Top of Dataset content

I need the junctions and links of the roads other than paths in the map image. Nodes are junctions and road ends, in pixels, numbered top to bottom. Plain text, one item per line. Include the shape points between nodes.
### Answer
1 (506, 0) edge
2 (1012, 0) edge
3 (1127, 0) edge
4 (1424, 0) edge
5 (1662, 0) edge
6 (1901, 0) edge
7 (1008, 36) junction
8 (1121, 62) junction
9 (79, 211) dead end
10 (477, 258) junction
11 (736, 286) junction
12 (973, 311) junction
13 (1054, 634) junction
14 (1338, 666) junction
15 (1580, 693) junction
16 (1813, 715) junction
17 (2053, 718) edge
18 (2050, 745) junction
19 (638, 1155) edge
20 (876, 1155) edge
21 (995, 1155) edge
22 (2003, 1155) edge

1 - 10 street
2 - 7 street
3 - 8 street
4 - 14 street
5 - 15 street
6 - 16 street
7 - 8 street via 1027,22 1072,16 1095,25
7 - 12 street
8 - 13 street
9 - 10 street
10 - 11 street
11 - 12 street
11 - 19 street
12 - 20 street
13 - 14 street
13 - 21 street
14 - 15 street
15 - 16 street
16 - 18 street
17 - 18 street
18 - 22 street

Bottom of Dataset content

Problem requirements: An exact copy of every line above is needed.

Exercise solution:
I need the junctions and links of the roads other than paths in the map image. Nodes are junctions and road ends, in pixels, numbered top to bottom. Plain text, one item per line. Include the shape points between nodes.
### Answer
1 (506, 0) edge
2 (1012, 0) edge
3 (1127, 0) edge
4 (1424, 0) edge
5 (1662, 0) edge
6 (1901, 0) edge
7 (1008, 36) junction
8 (1121, 62) junction
9 (79, 211) dead end
10 (477, 258) junction
11 (736, 286) junction
12 (973, 311) junction
13 (1054, 634) junction
14 (1338, 666) junction
15 (1580, 693) junction
16 (1813, 715) junction
17 (2053, 718) edge
18 (2050, 745) junction
19 (638, 1155) edge
20 (876, 1155) edge
21 (995, 1155) edge
22 (2003, 1155) edge

1 - 10 street
2 - 7 street
3 - 8 street
4 - 14 street
5 - 15 street
6 - 16 street
7 - 8 street via 1027,22 1072,16 1095,25
7 - 12 street
8 - 13 street
9 - 10 street
10 - 11 street
11 - 12 street
11 - 19 street
12 - 20 street
13 - 14 street
13 - 21 street
14 - 15 street
15 - 16 street
16 - 18 street
17 - 18 street
18 - 22 street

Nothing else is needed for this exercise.